Required work:
What is needed is every line of the material that contains "HENT".
* * * * * * *
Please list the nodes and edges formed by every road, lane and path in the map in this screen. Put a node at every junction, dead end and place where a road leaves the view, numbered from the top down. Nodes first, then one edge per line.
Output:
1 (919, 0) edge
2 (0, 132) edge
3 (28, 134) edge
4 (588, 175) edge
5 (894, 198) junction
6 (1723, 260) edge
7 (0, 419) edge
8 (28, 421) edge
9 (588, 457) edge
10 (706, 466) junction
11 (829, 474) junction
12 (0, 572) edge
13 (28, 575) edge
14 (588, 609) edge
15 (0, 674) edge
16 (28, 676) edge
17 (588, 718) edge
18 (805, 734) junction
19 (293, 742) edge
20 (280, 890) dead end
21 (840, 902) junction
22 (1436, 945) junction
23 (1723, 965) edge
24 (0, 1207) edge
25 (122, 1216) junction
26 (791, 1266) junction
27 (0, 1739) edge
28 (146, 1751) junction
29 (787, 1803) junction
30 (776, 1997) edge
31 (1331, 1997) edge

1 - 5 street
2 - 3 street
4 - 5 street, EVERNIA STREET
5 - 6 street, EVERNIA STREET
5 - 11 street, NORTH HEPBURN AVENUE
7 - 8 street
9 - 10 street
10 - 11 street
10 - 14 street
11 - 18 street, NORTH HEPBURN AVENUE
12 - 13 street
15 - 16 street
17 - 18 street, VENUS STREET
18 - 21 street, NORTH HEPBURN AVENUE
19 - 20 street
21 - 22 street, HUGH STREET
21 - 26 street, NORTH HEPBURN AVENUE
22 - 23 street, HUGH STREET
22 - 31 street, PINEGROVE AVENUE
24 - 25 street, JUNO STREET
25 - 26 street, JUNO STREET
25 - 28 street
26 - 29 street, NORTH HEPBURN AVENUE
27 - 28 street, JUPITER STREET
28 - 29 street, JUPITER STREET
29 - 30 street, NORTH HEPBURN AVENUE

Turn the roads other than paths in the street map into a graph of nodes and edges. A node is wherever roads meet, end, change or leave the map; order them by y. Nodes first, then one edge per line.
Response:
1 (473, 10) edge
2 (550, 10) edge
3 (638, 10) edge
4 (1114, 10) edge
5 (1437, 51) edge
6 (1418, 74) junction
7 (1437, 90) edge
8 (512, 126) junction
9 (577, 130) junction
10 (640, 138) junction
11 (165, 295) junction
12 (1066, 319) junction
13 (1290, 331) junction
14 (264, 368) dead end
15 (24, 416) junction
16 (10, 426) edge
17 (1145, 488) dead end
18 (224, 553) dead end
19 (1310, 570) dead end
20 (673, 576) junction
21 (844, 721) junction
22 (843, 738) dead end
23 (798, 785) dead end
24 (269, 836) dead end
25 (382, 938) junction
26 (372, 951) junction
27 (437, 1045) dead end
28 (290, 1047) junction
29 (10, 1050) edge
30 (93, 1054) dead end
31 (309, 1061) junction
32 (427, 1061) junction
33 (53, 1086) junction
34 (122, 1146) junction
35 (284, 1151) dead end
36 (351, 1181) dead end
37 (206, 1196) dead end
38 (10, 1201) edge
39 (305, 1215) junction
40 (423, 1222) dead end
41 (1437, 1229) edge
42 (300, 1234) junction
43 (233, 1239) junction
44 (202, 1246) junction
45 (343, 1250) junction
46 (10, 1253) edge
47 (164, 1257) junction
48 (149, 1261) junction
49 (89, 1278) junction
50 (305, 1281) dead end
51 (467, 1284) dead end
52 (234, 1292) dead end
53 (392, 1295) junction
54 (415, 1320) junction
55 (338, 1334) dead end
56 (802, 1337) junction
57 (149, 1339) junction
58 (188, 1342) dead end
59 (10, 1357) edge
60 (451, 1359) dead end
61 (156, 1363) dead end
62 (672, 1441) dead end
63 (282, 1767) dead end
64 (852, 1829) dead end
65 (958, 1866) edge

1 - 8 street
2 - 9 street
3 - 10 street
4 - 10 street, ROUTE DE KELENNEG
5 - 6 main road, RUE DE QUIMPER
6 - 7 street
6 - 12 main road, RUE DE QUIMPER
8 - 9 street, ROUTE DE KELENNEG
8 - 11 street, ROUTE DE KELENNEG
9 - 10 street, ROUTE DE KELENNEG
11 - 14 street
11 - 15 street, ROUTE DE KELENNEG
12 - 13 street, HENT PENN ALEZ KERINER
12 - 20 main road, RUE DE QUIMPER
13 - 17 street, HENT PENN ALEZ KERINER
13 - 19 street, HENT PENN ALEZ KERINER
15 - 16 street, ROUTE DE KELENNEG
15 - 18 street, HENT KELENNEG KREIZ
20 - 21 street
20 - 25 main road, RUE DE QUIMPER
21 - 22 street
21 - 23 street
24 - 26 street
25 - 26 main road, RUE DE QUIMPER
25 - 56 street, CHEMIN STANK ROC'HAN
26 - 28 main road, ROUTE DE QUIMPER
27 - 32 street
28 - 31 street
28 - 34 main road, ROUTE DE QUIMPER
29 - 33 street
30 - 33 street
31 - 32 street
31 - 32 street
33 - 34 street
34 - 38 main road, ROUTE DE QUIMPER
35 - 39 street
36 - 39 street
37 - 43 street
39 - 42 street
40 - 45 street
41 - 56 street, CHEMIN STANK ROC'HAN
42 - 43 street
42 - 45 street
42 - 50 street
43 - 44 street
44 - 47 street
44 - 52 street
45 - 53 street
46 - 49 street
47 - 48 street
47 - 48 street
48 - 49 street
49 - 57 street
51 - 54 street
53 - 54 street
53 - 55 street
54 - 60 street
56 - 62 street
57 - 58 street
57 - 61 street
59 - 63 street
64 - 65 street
* * * * * * *
Written answer:
12 - 13 street, HENT PENN ALEZ KERINER
13 - 17 street, HENT PENN ALEZ KERINER
13 - 19 street, HENT PENN ALEZ KERINER
15 - 18 street, HENT KELENNEG KREIZ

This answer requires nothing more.